● **What to do**: Where does the string "roads" appear in the listing below? Copy every line where it does.

● **Material shown**:

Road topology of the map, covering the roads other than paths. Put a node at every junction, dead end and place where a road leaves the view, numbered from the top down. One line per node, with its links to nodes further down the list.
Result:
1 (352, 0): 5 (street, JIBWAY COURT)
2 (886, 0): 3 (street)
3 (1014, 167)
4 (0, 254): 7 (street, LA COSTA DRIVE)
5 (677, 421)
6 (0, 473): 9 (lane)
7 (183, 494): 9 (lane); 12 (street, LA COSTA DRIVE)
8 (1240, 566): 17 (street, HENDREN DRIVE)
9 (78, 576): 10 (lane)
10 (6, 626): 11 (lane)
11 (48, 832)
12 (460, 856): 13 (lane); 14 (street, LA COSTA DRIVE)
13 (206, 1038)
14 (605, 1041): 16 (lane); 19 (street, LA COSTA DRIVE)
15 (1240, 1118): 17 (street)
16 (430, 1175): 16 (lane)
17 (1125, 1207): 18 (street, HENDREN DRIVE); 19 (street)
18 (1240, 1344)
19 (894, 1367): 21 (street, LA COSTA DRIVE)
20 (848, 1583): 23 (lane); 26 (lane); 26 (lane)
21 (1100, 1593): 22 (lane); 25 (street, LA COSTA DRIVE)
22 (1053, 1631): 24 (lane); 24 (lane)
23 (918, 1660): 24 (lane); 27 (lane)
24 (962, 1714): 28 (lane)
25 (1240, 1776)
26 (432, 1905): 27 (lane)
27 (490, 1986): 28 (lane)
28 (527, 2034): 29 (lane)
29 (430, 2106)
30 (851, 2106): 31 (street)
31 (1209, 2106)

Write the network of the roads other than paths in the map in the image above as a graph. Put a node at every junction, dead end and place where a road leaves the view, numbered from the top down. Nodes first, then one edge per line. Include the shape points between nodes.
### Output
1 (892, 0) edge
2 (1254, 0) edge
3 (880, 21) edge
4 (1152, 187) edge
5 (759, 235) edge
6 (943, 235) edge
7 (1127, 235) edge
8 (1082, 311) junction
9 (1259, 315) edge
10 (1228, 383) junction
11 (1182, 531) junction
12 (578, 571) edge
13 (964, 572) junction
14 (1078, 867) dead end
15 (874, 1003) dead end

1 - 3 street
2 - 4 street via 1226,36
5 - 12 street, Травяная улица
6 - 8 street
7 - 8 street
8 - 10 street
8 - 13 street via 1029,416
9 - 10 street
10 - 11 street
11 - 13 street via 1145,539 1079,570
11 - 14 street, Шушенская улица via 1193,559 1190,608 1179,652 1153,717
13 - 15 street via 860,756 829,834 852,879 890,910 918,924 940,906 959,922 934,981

● **Answer space**:
Road topology of the map, covering the roads other than paths. Put a node at every junction, dead end and place where a road leaves the view, numbered from the top down. One line per node, with its links to nodes further down the list.
Write the network of the roads other than paths in the map in the image above as a graph. Put a node at every junction, dead end and place where a road leaves the view, numbered from the top down. Nodes first, then one edge per line. Include the shape points between nodes.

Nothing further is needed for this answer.